--- START ---
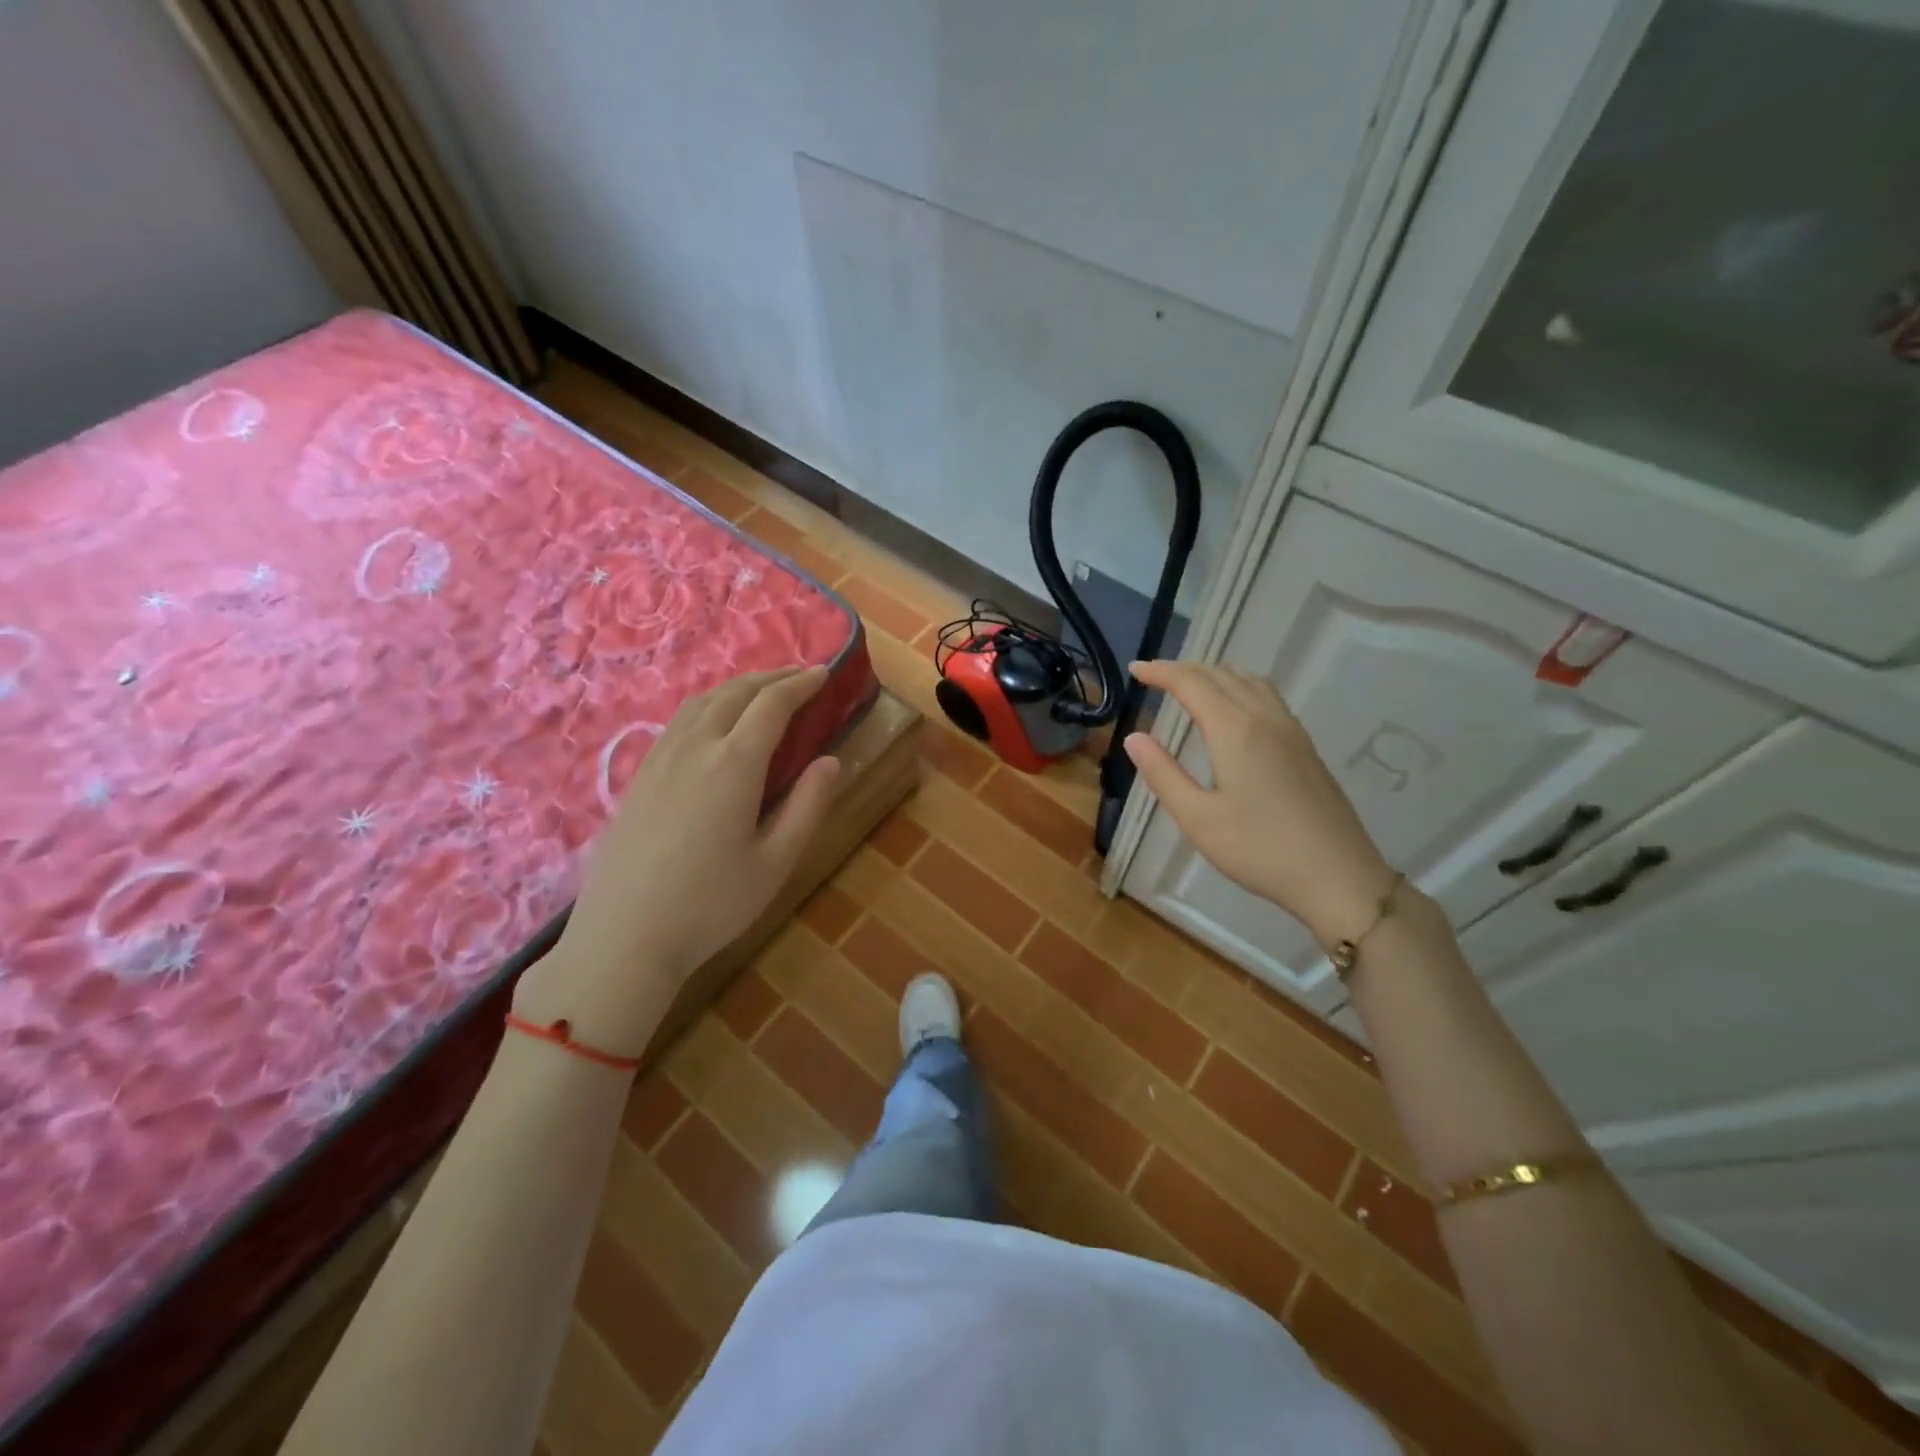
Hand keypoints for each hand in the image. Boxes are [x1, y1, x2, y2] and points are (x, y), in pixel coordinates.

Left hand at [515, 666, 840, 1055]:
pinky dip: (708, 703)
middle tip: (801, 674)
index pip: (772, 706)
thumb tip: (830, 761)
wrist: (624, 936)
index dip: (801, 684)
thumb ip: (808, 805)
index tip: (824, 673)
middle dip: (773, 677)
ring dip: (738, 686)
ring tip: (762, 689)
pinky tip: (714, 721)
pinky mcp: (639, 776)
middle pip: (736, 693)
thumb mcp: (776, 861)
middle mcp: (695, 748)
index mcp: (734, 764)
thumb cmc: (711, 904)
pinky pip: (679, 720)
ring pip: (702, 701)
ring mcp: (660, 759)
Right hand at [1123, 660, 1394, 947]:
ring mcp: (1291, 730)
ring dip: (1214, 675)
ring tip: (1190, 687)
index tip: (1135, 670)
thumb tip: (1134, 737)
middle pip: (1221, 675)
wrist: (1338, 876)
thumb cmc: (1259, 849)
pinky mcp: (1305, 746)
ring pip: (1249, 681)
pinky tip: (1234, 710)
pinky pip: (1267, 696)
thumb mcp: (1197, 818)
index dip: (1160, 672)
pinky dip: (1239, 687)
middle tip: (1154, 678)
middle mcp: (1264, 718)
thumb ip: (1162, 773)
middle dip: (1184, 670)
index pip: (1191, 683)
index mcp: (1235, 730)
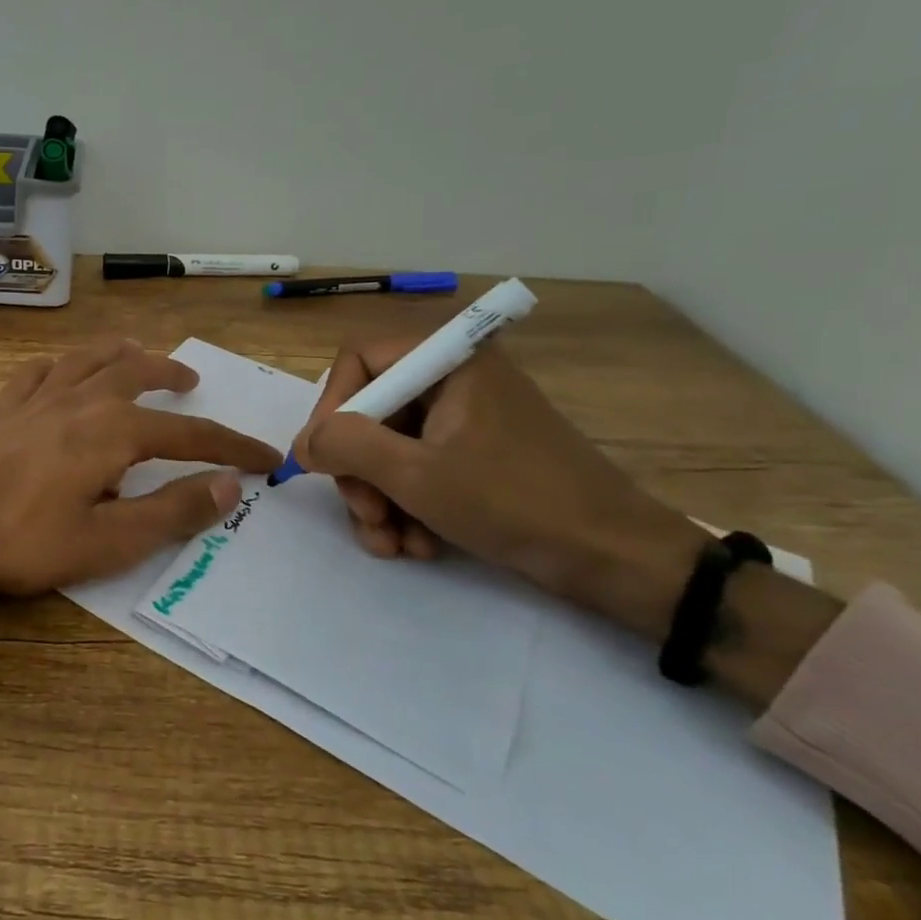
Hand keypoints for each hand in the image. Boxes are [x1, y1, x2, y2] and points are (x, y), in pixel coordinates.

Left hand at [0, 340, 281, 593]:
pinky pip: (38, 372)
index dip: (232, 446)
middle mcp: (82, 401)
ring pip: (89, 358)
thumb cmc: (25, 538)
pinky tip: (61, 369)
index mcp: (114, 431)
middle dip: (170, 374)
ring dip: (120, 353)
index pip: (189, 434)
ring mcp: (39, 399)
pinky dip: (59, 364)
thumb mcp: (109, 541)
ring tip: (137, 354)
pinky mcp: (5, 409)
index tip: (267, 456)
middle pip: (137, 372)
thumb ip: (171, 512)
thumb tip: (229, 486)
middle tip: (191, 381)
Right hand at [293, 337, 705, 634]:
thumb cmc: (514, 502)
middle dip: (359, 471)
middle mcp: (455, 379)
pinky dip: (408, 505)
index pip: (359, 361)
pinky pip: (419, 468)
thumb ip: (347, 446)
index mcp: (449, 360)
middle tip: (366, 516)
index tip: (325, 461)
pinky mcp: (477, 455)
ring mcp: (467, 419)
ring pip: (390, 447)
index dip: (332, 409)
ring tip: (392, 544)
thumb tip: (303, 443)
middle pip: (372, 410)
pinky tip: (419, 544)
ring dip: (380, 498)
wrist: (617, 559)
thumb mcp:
--- END ---
Task statement: Reproduce every line from the preceding data in which the word "hand" can be found.

Solution to this problem:
Hand keypoints for each hand in the image. Boxes are [x1, y1, x2, y2] and points are (x, y), in pixel coordinates.
Left hand at [515, 666, 840, 1055]:
Right hand at [1123, 660, 1394, 947]:
Hand keypoints for each hand in the image. Boxes are [x1, y1, x2, y2] and points are (x, y), in pixel coordinates.
Left hand at [0, 340, 281, 593]:
Right hand at [293, 337, 705, 634]:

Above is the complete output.